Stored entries
*** Block opens ***

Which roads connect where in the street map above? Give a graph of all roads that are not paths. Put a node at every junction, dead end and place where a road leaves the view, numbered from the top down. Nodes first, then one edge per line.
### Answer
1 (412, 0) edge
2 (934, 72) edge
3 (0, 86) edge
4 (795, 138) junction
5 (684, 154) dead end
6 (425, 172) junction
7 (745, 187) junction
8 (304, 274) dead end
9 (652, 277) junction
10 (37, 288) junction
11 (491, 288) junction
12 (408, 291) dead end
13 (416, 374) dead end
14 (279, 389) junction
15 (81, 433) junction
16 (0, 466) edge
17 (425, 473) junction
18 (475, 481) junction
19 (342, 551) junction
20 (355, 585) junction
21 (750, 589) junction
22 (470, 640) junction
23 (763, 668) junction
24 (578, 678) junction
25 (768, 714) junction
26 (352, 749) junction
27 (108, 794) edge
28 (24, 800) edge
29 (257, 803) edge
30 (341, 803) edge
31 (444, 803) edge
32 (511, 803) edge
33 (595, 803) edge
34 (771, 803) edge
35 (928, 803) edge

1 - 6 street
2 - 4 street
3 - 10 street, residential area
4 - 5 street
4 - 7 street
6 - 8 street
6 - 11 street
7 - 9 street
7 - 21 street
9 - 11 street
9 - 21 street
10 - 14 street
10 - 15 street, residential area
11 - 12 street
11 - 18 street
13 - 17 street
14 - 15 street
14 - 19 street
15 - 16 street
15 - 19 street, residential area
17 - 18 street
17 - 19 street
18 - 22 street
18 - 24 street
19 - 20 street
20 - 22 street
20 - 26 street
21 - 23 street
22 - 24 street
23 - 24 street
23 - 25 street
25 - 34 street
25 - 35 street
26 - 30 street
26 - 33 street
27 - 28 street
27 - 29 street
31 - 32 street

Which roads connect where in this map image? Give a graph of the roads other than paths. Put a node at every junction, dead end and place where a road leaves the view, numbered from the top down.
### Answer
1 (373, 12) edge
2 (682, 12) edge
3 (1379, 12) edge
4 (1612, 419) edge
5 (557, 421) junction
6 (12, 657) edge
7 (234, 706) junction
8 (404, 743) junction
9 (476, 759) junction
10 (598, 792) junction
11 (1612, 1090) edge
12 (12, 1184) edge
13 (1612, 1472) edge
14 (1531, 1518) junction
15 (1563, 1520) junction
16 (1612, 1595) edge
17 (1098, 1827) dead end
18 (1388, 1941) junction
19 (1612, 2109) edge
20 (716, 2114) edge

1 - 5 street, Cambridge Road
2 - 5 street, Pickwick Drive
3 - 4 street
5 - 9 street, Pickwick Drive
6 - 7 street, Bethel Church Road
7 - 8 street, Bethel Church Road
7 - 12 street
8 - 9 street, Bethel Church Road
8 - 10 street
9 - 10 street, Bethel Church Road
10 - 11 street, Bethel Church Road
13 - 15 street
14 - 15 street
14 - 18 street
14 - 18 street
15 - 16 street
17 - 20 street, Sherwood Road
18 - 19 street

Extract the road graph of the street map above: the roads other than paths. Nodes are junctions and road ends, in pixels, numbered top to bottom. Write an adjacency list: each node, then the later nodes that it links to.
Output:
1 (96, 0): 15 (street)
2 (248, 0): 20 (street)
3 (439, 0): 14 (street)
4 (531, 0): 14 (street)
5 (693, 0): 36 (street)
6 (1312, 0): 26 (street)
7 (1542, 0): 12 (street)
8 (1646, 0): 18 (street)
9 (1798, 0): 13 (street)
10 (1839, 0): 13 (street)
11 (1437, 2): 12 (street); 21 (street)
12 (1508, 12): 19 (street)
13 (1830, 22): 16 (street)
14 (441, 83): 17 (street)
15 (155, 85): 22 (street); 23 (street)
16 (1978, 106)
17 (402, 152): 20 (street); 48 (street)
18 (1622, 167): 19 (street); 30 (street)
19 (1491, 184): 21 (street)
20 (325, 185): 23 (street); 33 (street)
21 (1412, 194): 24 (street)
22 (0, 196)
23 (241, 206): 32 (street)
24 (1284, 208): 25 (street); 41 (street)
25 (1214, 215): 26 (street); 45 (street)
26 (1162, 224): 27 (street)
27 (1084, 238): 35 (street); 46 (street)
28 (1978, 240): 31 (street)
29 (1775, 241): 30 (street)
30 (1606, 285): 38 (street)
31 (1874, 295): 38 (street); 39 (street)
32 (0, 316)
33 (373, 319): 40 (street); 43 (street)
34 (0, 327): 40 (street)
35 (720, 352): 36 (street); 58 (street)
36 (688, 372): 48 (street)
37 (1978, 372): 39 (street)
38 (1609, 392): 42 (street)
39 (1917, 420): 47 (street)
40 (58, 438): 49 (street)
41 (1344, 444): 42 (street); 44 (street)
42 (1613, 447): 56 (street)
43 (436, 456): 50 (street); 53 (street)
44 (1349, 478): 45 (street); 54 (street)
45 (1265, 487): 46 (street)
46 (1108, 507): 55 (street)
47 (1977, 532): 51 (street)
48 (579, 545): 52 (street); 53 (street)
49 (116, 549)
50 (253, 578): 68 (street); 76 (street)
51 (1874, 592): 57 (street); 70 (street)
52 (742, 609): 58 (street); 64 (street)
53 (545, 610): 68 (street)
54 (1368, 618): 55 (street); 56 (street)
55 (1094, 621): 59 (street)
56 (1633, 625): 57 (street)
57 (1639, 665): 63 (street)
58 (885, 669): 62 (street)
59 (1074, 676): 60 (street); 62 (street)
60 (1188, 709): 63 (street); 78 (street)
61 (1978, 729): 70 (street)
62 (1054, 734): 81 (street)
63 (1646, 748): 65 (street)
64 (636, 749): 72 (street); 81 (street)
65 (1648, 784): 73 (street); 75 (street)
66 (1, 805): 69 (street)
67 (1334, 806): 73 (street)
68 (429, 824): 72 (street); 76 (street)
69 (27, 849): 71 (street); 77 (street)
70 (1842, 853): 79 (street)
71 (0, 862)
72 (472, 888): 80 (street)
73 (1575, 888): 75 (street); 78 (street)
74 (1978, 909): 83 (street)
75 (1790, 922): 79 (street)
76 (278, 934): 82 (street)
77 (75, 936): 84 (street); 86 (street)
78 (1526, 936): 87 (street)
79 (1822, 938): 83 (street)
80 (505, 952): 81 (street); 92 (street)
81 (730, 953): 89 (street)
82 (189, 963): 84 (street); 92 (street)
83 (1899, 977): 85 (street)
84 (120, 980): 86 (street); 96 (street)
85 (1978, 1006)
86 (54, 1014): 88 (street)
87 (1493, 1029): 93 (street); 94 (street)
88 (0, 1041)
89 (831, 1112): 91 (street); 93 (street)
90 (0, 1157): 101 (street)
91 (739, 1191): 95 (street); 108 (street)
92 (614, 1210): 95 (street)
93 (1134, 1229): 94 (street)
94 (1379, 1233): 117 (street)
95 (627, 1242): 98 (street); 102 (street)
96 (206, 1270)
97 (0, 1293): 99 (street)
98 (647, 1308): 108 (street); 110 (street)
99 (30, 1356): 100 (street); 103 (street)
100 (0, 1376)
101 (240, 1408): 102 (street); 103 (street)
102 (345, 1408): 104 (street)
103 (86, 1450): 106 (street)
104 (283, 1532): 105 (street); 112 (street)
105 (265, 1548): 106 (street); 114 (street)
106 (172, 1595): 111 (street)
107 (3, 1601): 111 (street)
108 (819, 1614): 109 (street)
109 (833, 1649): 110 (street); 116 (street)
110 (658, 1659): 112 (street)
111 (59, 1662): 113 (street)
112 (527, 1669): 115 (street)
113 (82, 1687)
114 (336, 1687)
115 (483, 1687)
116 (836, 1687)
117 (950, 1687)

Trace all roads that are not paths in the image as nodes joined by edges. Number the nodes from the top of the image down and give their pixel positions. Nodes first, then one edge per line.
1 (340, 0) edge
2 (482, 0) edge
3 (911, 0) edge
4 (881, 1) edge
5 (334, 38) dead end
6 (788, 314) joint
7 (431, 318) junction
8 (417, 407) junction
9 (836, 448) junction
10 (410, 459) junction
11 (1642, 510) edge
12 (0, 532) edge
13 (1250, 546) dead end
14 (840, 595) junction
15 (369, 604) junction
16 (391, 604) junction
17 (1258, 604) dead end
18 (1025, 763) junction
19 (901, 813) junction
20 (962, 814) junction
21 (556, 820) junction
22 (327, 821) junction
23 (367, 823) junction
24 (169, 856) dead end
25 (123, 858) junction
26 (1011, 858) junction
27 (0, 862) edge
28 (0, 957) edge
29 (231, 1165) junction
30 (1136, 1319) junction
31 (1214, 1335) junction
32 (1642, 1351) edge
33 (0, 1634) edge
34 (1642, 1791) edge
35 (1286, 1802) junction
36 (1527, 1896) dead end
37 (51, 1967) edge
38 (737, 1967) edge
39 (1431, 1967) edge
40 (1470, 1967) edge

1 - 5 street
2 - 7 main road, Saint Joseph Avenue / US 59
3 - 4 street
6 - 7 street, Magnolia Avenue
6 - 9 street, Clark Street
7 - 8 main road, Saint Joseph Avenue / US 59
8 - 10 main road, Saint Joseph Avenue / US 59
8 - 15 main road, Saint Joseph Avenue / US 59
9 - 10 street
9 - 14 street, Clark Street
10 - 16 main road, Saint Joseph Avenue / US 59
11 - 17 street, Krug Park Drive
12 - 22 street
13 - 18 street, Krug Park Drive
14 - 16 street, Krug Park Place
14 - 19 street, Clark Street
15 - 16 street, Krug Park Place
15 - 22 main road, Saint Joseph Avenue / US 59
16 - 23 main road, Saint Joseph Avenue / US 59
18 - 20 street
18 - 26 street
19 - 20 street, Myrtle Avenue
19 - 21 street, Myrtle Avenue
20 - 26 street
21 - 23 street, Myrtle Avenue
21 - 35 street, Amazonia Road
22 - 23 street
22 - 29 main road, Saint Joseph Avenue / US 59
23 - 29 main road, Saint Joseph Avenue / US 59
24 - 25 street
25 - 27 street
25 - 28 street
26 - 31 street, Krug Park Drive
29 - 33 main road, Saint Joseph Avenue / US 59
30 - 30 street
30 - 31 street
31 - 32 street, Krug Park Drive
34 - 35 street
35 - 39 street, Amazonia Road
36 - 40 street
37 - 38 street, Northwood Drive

*** Block closes ***

What needs to be done:
Each line above that contains the string "Drive" should be identified and copied.

Exercise output:
2 - 5 street, Pickwick Drive
5 - 9 street, Pickwick Drive
11 - 17 street, Krug Park Drive
13 - 18 street, Krug Park Drive
26 - 31 street, Krug Park Drive
31 - 32 street, Krug Park Drive
37 - 38 street, Northwood Drive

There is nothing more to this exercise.